# No DD support



## DJJoeyZ (May 1, 2020)

The other night I was on a two place pickup (sushi place and 7-11), 1st pickup no problem, at the 7-11 I picked up the order and once in my car, I tried to slide the bar to start the deliveries, but it kept saying "data missing". I never seen that before and double checked to see if I forgot to click something, I restarted the app several times, restarted my phone, but it still wouldn't let me start the deliveries.
So I thought "call support, they'll help me figure this out" WRONG! This is what I saw on my screen...

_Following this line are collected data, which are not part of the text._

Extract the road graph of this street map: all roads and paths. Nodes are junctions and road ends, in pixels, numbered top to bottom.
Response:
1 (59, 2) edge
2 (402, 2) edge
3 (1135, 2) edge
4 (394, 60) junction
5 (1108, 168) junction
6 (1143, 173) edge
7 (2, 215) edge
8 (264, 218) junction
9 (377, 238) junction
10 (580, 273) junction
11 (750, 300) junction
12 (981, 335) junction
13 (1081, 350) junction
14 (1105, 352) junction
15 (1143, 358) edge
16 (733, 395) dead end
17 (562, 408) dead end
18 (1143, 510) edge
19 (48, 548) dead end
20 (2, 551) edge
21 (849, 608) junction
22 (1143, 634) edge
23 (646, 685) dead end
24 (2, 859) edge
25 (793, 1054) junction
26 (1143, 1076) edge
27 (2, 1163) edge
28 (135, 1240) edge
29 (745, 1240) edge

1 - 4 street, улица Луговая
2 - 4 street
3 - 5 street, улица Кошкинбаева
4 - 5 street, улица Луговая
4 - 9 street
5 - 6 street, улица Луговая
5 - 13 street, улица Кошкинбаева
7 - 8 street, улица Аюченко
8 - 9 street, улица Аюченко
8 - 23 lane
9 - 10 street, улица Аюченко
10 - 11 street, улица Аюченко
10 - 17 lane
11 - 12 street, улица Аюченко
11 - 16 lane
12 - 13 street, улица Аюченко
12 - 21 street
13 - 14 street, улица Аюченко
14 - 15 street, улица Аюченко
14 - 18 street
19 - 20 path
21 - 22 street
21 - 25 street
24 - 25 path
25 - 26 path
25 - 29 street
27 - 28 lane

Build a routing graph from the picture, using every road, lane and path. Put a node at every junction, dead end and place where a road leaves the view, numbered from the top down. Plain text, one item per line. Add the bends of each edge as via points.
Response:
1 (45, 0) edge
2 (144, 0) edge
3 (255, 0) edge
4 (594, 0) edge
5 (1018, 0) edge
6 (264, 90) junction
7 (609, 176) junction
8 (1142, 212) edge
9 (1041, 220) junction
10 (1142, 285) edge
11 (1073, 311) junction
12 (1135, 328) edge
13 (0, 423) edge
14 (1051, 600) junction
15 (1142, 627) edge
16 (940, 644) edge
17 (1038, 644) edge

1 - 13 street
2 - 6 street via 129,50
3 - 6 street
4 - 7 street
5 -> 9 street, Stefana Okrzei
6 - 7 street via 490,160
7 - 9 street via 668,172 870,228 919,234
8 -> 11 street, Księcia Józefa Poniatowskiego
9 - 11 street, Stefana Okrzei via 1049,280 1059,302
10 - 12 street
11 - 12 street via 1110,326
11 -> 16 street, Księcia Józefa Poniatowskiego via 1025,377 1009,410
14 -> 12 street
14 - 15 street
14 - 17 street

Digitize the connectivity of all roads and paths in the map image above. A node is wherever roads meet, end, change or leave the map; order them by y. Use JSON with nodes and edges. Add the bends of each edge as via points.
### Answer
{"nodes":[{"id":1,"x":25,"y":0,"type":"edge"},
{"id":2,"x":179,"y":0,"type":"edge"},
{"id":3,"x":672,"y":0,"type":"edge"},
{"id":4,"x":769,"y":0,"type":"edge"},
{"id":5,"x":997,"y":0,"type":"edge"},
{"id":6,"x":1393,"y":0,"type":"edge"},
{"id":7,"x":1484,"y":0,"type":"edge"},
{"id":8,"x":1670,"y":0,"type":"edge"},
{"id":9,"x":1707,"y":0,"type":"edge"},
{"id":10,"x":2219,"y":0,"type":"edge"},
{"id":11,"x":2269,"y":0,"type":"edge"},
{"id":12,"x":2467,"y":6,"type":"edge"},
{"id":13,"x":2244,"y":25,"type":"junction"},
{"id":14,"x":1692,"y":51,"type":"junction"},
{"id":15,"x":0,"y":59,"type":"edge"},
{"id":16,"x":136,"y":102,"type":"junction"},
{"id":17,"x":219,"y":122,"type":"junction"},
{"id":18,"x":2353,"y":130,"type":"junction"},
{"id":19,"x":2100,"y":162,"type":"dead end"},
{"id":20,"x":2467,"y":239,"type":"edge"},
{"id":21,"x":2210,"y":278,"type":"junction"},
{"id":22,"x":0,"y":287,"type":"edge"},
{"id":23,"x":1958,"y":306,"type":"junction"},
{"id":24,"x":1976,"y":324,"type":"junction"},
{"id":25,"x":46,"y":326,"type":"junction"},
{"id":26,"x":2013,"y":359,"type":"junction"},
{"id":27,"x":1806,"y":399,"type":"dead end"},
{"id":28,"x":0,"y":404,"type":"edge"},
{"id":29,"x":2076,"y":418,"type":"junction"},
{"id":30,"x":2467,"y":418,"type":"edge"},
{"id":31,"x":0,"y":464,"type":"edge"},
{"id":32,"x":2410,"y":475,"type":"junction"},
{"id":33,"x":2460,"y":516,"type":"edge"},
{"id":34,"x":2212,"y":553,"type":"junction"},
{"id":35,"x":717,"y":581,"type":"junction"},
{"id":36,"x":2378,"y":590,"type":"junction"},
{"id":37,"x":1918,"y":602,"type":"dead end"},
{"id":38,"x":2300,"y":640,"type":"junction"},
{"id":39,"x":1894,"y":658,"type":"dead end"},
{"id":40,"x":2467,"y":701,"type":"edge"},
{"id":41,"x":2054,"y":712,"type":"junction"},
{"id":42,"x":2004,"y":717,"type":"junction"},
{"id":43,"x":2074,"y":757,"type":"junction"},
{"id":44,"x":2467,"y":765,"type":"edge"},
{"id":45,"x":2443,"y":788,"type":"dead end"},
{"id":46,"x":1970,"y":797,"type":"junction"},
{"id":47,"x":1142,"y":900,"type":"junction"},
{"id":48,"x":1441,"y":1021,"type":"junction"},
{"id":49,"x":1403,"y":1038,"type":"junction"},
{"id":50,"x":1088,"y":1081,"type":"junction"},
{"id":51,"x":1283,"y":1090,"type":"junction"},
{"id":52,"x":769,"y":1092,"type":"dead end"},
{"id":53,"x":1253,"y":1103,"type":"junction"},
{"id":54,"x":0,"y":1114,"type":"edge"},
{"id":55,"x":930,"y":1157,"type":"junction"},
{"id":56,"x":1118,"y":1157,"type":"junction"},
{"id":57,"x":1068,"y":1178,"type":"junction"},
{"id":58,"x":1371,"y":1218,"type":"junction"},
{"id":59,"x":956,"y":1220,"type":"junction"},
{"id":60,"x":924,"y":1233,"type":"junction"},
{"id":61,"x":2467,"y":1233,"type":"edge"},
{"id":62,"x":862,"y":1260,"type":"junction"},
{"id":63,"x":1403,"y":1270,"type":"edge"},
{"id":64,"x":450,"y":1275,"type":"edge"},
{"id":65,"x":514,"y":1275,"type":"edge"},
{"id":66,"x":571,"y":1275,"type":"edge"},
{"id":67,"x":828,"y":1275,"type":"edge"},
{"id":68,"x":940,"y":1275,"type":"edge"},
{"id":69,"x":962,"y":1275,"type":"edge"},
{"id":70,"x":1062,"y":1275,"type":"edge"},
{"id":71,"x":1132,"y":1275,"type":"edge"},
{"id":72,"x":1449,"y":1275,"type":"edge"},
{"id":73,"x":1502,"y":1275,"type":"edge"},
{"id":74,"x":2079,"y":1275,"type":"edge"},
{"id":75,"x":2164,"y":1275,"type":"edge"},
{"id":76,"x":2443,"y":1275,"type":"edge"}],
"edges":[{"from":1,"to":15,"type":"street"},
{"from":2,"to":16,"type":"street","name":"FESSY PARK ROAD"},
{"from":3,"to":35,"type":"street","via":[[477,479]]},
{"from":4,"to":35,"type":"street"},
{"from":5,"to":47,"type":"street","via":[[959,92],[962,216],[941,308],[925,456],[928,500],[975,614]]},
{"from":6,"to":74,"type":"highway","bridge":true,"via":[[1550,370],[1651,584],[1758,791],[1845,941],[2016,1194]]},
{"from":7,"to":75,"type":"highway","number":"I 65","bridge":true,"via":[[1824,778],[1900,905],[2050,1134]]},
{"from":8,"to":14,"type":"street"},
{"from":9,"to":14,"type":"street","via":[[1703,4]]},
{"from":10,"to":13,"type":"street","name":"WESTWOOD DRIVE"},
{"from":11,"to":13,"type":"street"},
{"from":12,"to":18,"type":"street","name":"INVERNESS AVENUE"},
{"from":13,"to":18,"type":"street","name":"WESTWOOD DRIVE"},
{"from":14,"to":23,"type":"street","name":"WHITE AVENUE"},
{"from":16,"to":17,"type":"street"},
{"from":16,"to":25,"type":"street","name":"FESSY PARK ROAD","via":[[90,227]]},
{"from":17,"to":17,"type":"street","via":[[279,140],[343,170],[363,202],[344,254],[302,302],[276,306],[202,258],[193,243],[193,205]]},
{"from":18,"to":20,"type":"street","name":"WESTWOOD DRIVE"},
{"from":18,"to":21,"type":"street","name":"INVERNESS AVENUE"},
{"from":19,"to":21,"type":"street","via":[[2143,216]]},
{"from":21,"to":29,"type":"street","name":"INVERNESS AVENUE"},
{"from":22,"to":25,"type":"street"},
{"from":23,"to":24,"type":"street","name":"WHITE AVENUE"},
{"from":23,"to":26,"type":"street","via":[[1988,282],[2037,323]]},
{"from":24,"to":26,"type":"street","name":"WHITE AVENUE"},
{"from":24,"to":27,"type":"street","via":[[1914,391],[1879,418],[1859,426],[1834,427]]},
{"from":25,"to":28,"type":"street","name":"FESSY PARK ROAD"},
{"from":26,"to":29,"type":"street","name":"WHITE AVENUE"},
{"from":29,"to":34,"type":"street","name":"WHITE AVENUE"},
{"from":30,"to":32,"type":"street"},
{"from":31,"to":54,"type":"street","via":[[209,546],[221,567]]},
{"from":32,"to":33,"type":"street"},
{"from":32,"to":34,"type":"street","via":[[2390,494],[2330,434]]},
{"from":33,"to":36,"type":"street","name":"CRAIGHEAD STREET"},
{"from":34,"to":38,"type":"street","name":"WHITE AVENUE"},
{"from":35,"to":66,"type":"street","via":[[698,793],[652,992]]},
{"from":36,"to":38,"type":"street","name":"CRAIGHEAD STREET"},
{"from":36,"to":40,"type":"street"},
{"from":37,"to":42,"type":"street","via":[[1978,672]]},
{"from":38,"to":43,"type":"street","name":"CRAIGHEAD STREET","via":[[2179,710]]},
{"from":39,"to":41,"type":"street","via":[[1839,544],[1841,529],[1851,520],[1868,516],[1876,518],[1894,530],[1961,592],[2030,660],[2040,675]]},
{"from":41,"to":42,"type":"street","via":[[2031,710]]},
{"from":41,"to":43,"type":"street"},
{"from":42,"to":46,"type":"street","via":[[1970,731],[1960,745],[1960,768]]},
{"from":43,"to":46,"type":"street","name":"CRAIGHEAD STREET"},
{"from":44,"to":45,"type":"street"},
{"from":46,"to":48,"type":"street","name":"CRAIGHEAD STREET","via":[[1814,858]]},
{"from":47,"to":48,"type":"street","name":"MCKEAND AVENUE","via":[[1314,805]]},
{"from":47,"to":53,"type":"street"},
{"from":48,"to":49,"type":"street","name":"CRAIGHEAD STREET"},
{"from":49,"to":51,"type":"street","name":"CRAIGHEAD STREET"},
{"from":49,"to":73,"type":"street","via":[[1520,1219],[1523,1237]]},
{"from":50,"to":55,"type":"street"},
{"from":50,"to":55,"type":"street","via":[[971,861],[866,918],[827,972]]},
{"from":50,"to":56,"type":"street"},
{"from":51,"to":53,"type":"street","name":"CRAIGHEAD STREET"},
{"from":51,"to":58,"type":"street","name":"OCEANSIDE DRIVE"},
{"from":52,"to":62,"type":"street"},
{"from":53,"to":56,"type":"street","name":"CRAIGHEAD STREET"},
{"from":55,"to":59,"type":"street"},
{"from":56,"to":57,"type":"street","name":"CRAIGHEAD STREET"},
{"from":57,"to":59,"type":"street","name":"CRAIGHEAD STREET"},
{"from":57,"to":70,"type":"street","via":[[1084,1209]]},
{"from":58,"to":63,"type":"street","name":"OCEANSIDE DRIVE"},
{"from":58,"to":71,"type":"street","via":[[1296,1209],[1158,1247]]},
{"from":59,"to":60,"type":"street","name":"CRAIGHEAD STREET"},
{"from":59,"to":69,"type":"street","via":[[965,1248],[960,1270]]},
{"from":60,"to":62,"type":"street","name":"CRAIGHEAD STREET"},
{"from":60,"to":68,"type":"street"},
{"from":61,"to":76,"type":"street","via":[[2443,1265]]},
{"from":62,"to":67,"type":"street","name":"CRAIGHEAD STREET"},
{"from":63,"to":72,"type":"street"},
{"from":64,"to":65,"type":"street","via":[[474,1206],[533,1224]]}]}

So I tried again and again, double checking, restarting app, restarting phone, calling, nothing. No agents available, not even a message saying hold. A simple 20 minute order turned into liquid crap. Thanks for nothing DD.


----------



## nighthawk398 (Jul 21, 2015)

I'm confused about calling support its 1855 973 1040 you can call


----------



## ParkingPermit (Jan 22, 2021)

Did you eat the food


----------



## ntcindetroit (Mar 23, 2017)

Who is your carrier?
The Cellphone signal carrier? Or the earthquake cuts off the communication to Philippines?


----------



## Mota-Driven (Nov 1, 2020)

I doubt that. It was probably some type of technical problem with their communications. (I.e-Lines down, patchwork data transmission,) They had representatives available, you just couldn’t reach them.


----------



## Rickos69 (Nov 8, 2018)

The OP's profile says he is from Earth. I hear they have big problems over there lately...


----------



## Uber's Guber (Oct 22, 2017)

DJJoeyZ said:


> No DD support


You want support? Get a jockstrap.


----------



## rideshareapphero (Mar 30, 2018)

Doordash is known for servers going down, both restaurants and drivers apps glitch, the next day they send an email apologizing for their servers going down.


----------



## Darrell Green Fan (Feb 9, 2016)

I would think a phone call and not relying on a text would be the smart play.


----------



## mrbeefy (Aug 6, 2017)

DJJoeyZ said:


> The other night I was on a two place pickup (sushi place and 7-11), 1st pickup no problem, at the 7-11 I picked up the order and once in my car, I tried to slide the bar to start the deliveries, but it kept saying "data missing". I never seen that before and double checked to see if I forgot to click something, I restarted the app several times, restarted my phone, but it still wouldn't let me start the deliveries.
> So I thought "call support, they'll help me figure this out" WRONG! This is what I saw on my screen...
> View attachment 564219
> 
> So I tried again and again, double checking, restarting app, restarting phone, calling, nothing. No agents available, not even a message saying hold. A simple 20 minute order turned into liquid crap. Thanks for nothing DD.


I had similar problem, spinner on the pickup button and error 599. Kept failing. Was 2 orders also. Went into the order menu and changed to the other order and back and then it worked (jump to task which is nice UBER).
Support also was unavailable. Actually got French when I called and press 1 for English and said it was busy.
Next day also overloaded support for another issue.
When i tell them about issues it's always reinstall app (just done recently) or make sure you've updated. BS


----------



## Rickos69 (Nov 8, 2018)

mrbeefy said:


> I had similar problem, spinner on the pickup button and error 599. Kept failing. Was 2 orders also. Went into the order menu and changed to the other order and back and then it worked (jump to task which is nice UBER).
> Support also was unavailable. Actually got French when I called and press 1 for English and said it was busy.
> Next day also overloaded support for another issue.
> When i tell them about issues it's always reinstall app (just done recently) or make sure you've updated. BS


They must not like you very much. They send me links on how ratings work, how the app works, etc.


----------